Task input.
* * * * * * * * *

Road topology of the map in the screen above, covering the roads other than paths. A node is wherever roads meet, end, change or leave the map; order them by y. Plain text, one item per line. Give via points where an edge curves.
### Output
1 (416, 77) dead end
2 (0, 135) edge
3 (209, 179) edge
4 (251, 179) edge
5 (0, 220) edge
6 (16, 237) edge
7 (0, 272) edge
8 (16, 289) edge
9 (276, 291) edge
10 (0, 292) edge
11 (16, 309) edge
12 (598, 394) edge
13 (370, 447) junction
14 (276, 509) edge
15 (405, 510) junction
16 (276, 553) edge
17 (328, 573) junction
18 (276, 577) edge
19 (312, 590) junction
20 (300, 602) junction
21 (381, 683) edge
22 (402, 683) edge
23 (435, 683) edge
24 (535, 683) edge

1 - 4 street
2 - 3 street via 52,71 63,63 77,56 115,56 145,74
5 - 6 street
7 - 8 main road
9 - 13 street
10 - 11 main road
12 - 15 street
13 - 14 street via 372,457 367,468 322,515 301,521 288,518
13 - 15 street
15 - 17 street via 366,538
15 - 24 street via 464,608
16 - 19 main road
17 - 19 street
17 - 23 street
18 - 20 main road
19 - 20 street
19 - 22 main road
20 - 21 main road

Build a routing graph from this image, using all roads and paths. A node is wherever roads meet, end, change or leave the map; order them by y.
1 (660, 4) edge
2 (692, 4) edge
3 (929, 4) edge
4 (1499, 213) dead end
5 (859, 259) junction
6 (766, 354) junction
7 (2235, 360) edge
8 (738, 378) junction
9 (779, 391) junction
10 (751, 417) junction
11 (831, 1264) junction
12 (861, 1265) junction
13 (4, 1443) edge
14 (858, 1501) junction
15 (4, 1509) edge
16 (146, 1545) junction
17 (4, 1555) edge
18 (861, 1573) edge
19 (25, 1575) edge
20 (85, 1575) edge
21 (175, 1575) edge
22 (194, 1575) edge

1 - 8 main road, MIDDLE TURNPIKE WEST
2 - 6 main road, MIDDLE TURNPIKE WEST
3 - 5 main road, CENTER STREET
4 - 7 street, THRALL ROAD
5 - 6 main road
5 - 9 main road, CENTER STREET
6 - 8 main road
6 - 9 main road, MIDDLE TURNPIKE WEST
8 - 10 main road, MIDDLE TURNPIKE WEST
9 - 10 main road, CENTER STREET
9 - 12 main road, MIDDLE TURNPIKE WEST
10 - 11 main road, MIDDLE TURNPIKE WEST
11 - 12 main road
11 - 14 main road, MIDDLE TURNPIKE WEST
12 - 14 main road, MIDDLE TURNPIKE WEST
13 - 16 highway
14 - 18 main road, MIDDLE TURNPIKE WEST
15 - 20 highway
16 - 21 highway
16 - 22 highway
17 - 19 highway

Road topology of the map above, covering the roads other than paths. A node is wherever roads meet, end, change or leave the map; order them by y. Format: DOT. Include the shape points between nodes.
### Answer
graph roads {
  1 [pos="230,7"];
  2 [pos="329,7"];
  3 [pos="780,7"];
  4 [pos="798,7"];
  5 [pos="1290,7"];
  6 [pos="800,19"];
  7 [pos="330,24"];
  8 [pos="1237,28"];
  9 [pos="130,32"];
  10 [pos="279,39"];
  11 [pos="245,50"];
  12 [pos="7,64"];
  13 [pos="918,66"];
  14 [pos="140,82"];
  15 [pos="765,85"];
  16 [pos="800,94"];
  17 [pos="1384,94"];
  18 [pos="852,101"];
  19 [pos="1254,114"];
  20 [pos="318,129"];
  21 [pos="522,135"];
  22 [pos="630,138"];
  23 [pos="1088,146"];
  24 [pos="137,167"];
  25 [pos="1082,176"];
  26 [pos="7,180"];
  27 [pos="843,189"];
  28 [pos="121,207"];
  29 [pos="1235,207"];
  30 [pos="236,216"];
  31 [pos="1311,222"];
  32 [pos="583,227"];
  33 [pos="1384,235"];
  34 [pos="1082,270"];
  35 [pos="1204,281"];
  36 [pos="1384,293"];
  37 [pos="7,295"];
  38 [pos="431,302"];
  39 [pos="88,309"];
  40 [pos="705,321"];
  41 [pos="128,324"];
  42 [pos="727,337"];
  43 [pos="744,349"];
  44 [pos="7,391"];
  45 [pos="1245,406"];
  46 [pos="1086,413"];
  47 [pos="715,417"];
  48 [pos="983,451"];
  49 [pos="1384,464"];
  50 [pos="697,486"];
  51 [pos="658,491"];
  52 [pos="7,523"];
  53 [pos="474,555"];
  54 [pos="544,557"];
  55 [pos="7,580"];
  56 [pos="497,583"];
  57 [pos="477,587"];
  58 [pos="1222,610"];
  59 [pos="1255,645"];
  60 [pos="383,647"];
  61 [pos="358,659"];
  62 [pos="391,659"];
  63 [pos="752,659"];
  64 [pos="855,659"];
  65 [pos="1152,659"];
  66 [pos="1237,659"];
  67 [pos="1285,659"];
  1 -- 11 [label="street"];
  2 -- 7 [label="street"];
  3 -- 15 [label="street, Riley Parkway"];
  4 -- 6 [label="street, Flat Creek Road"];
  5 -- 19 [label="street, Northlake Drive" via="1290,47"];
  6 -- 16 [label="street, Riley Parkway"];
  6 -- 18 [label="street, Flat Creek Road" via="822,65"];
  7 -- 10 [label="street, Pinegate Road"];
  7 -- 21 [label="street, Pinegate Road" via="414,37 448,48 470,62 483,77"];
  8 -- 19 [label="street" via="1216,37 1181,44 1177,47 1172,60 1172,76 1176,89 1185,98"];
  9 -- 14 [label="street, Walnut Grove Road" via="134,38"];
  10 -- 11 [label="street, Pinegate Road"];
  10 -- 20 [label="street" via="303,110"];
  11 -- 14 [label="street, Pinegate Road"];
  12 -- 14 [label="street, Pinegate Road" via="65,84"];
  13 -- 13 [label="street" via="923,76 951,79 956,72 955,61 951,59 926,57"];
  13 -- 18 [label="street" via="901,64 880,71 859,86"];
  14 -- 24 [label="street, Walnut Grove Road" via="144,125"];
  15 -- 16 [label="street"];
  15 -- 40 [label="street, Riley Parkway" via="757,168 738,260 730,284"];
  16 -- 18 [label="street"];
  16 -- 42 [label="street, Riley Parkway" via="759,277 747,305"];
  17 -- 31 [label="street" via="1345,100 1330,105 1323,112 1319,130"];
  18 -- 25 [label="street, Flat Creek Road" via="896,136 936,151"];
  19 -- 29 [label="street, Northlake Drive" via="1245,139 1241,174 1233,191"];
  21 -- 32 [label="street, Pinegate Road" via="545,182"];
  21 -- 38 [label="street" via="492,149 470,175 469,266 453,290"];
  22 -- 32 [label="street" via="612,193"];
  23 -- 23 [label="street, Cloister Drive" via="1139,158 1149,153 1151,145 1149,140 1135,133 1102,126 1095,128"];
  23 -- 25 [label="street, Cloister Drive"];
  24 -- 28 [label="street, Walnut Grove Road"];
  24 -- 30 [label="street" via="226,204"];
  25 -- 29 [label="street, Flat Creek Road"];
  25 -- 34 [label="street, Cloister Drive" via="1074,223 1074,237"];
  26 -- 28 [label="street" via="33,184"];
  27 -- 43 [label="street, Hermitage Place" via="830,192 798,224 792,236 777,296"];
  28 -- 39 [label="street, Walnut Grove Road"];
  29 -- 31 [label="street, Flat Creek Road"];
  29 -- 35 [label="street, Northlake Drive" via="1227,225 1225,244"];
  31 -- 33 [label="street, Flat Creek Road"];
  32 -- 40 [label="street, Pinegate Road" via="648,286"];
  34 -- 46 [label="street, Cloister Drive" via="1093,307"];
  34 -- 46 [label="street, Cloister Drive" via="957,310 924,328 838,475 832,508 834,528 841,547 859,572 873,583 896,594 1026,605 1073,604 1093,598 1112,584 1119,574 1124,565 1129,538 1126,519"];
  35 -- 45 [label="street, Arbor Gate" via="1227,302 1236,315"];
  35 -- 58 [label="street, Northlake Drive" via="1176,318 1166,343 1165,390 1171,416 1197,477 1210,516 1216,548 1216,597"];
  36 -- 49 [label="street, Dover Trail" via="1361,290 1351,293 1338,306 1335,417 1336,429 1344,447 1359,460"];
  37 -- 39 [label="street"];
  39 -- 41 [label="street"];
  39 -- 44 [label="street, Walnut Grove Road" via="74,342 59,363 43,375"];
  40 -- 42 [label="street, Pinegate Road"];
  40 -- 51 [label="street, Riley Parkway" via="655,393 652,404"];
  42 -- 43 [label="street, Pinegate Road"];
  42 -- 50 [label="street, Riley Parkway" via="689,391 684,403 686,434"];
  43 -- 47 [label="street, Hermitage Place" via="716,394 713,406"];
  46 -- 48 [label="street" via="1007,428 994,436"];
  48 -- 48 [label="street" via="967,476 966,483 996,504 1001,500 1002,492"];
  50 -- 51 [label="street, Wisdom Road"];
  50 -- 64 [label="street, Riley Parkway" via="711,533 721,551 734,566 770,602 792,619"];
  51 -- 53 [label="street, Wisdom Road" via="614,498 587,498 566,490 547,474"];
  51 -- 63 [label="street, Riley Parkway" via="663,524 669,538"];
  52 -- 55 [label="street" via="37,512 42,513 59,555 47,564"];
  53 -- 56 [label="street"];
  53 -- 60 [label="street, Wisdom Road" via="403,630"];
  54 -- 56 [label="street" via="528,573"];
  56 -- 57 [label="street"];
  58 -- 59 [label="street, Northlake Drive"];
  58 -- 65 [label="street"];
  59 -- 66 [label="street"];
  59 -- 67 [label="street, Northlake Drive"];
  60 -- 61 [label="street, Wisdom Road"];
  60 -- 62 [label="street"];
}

* * * * * * * * *

Report, using only a number, how many lines above hold the word "roads".

4